We thank you for your time and attention, and we are grateful that you give us the opportunity to correct and improve our manuscript. We hope that these improvements will bring this manuscript to the level of your expectations.

Sincerely yours,

Inès Lakbar

Round 2

Reviewer 1 Report

The manuscript has been greatly improved when compared to its first version. Adding the pre-pandemic control group really brings new lights to antimicrobial stewardship behaviors observed during the pandemic in this institution.

I think there remains a minor error in the abstract:

-Line 32-34. The authors state that the ADE rate was similar before and after the pandemic, while they cite a significative difference at line 31 (52% versus 28%, p<0.001)? It seems to be an error in the abstract since they state the contrary at lines 181 and  363.

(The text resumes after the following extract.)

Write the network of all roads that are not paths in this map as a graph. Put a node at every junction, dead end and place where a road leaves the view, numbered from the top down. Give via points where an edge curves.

And maybe one point could be further discussed:

-Line 202-215. One of the commonly highlighted “benefits”  of antimicrobial stewardship programs is their interest in  preventing the emergence of acquired drug resistance. However, in the present study, the authors show  a higher ADE rate in the control group but also a higher rate of acquired resistance. What could explain these (at first view) conterintuitive data? The authors evoke immunosuppression (line 212), were immunosuppression rates higher in the control group? Could the higher load of antibiotics received before the present episode (“previous antibiotic treatment”, line 141) be part of the explanation (it would mean that global duration of antibiotic treatment rather than drug spectrum could be partly involved in the emergence of resistance)?

Author Response

Manuscript n° antibiotics-1921952 – Round 2

 

Marseille, October the 25th, 2022

 

 

 

Object: Response to Reviewers

 

 

 

Dear Editor, dear Reviewers,

We thank you for your comments and your questions. Please find our response below.

*Reviewer 1

Dear Reviewer 1,

We thank you for your time and attention, and we are grateful that you give us the opportunity to correct and improve our manuscript.

The manuscript has been greatly improved when compared to its first version. Adding the pre-pandemic control group really brings new lights to antimicrobial stewardship behaviors observed during the pandemic in this institution.

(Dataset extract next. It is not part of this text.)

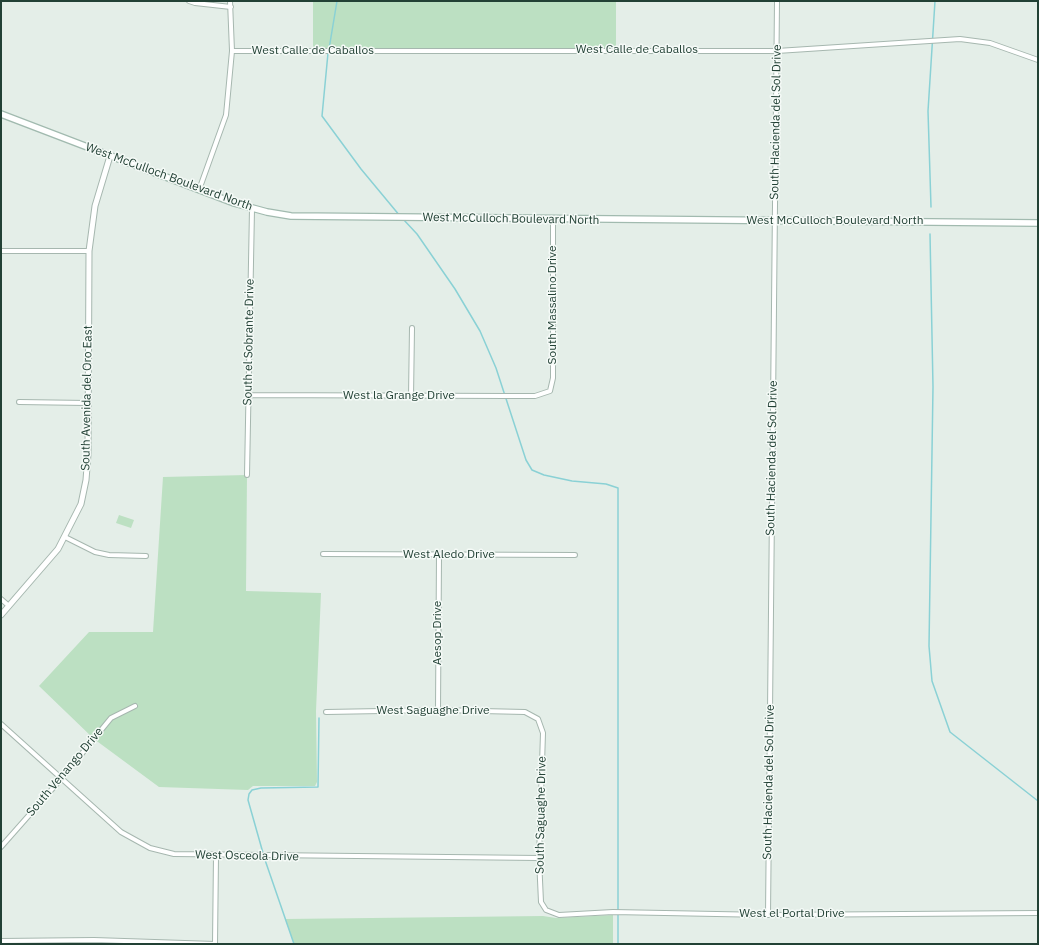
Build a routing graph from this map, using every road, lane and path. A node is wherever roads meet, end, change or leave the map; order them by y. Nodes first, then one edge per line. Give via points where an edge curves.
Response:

I think there remains a minor error in the abstract:

-Line 32-34. The authors state that the ADE rate was similar before and after the pandemic, while they cite a significative difference at line 31 (52% versus 28%, p<0.001)? It seems to be an error in the abstract since they state the contrary at lines 181 and  363.

Thank you for spotting this mistake, it has now been corrected: “The ADE rates were lower in the COVID-19 group than in the control group, suggesting that the stress associated with COVID-19 affected our practices”

And maybe one point could be further discussed:

-Line 202-215. One of the commonly highlighted “benefits”  of antimicrobial stewardship programs is their interest in  preventing the emergence of acquired drug resistance. However, in the present study, the authors show  a higher ADE rate in the control group but also a higher rate of acquired resistance. What could explain these (at first view) conterintuitive data? The authors evoke immunosuppression (line 212), were immunosuppression rates higher in the control group? Could the higher load of antibiotics received before the present episode (“previous antibiotic treatment”, line 141) be part of the explanation (it would mean that global duration of antibiotic treatment rather than drug spectrum could be partly involved in the emergence of resistance)?

Thank you for this very interesting comment. The following sentence has now been added to the manuscript: “Our data showed a higher ADE rate and unexpectedly a higher rate of acquired resistance in the control group than in the COVID-19 group. This could be explained by differences in baseline features between the two groups, particularly in terms of MDR risk factors (previous hospitalization, previous antibiotic treatment) and severity scores upon ICU admission, reflecting higher rates of frailty and exposure to MDR in the control group”

We thank you once again for your reviewing, we hope we have answered all your queries and comments.